Exercise Schemas: What’s the best rep, set, and weight plan to use?

A Quick Update:

In last weeks article – What is Body Composition? – I said that not being able to regulate your autonomic functions was an indicator of brain death. I wanted to briefly expand on that statement to highlight the stringent testing physicians go through in order to make this diagnosis, so that I don’t give the impression it is a simple or inconsequential matter for anyone involved. Here is a summarized, lay-person friendly version of the Criteria for Diagnosis of Brain Death as provided by the U.S. National Institutes of Health on their website (link in the Resources section below):

1. Identification of the cause of coma, and determination that it is irreversible (incl. clinical or neuro-imaging diagnosis of an injury compatible with the diagnosis);

2. Exclusion of any condition which might look like brain death during the examination, but does not indicate brain death (such as shock, hypothermia, and certain drugs);

3. Failure of multiple neurological examinations such as (but not limited to): non-response to stimuli (verbal, pain, etc.), absence of spontaneous movement, no pupil response to light, no reflex response (gag, cough, etc.), no response to drugs known to cause autonomic changes (such as atropine causing heart rate increase);

4. Failure of an apnea test, which determines whether or a not a person will breathe on their own once the levels of Carbon Dioxide in their blood reaches a certain level.

Doctors are awesome, and these tests can take days to complete.
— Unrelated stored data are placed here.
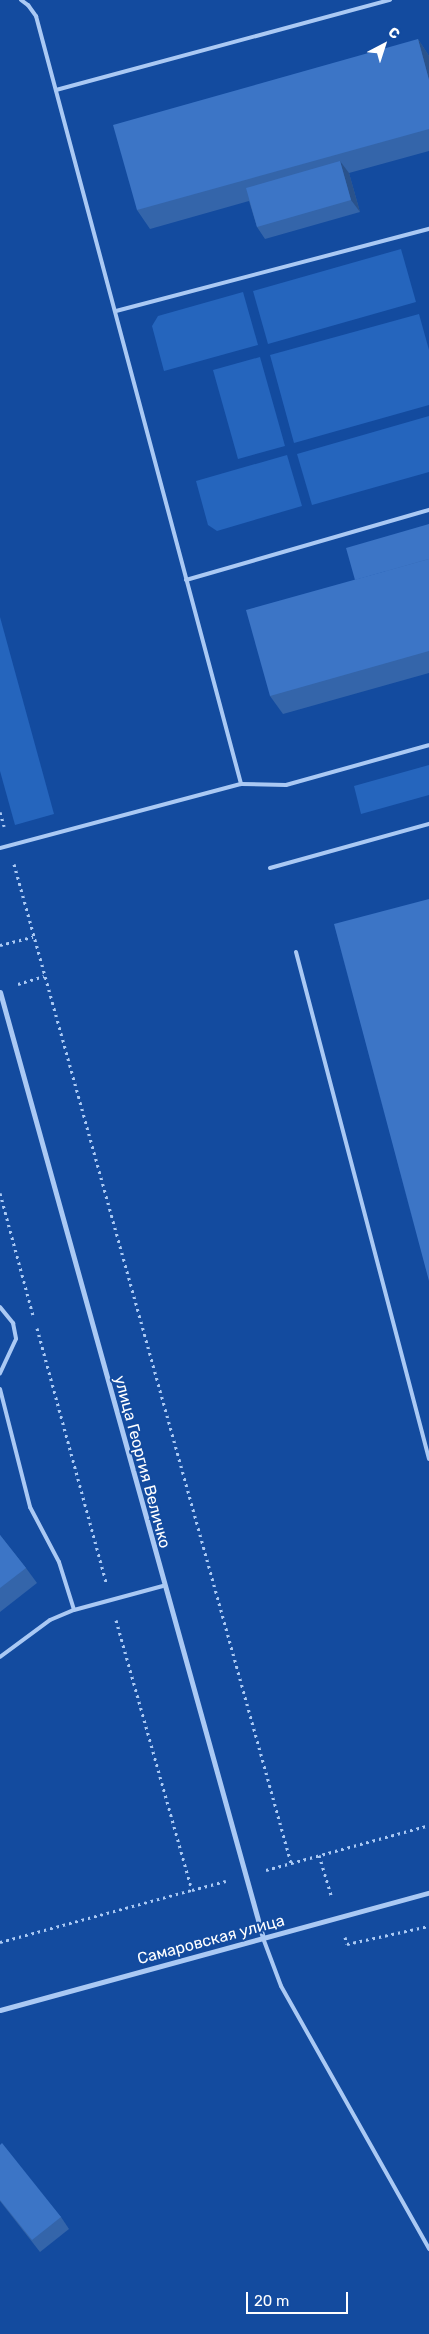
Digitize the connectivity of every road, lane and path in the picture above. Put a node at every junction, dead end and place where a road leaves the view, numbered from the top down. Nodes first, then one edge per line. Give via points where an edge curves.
1 (21, 0) edge
2 (390, 0) edge
3 (56, 90) junction
4 (429, 229) edge
5 (116, 311) junction
6 (429, 510) edge
7 (186, 580) junction
8 (429, 745) edge
9 (240, 784) junction
10 (0, 812) edge
11 (429, 824) edge
12 (9, 846) junction
13 (0, 848) edge
14 (270, 868) dead end
15 (33, 937) junction
16 (0, 945) edge
17 (296, 952) dead end
18 (44, 976) junction
19 (9, 986) dead end
20 (0, 992) edge
21 (0, 1194) edge
22 (0, 1306) edge
23 (34, 1317) dead end
24 (36, 1326) dead end
25 (0, 1374) edge
26 (0, 1389) edge
27 (429, 1459) edge
28 (163, 1586) junction
29 (111, 1601) junction
30 (74, 1610) junction
31 (0, 1657) edge
32 (429, 1825) edge
33 (291, 1863) junction
34 (244, 1876) junction
35 (192, 1890) junction
36 (429, 1893) edge
37 (263, 1938) junction
38 (0, 1942) edge
39 (0, 2010) edge
40 (429, 2249) edge

1 - 3 lane via 36,16
2 - 3 lane
3 - 5 lane
4 - 5 lane
5 - 7 lane
6 - 7 lane
7 - 9 lane
8 - 9 lane via 286,785
9 - 12 lane
10 - 12 path
11 - 14 lane
12 - 13 lane
12 - 15 path
15 - 16 path
15 - 18 path
17 - 27 lane
18 - 19 path
18 - 33 path
20 - 28 street, улица Георгия Величко
21 - 23 path
22 - 25 lane via 13,1323 16,1339
24 - 29 path
26 - 30 lane via 30,1506 59,1562
28 - 29 lane
28 - 34 street, улица Георгия Величко
29 - 30 lane
29 - 35 path
30 - 31 lane via 36,1628
32 - 33 path
33 - 34 path
34 - 35 path
34 - 37 street, улица Георгия Величко
35 - 38 path
36 - 37 street, Самаровская улица
37 - 39 street, Самаровская улица
37 - 40 lane via 281,1986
They will not pronounce someone brain dead without incredibly conclusive evidence. Thanks, all you doctor-y types!

Intro to Rep Schemas

Lets start with a quick definition to get your mental juices in motion:

Schema (noun): a representation of a plan or theory in the form of an outline or model.

If you’re in a tech job you’ve almost certainly heard this word used to refer to programming plans, document formats, and similar constructions. In those cases you’re using a schema to define how you will approach a given problem to find the best possible solution, or how a document will be laid out so that it can be read in the most efficient manner. The key here is the idea of building the best plan possible to accomplish your goals.

It shouldn’t be too much of a stretch to see how a schema can be applied to the world of fitness, and in fact a good trainer does just that. When it comes to resistance work – either lifting weights or bodyweight movements – you typically hear about three different schemas for determining Sets, Reps, and Weight. These are all based on the ideas of high, medium, and low weight being coupled with high, medium, and low reps. Keep in mind that “high” and “low” weight are relative to the athlete doing the workout. I’ll be referencing “1RM” or “1-Rep Max”, which is defined as the maximum weight an athlete can move for at least one rep in any given movement. The 1RM usually varies from exercise to exercise, even for the same person.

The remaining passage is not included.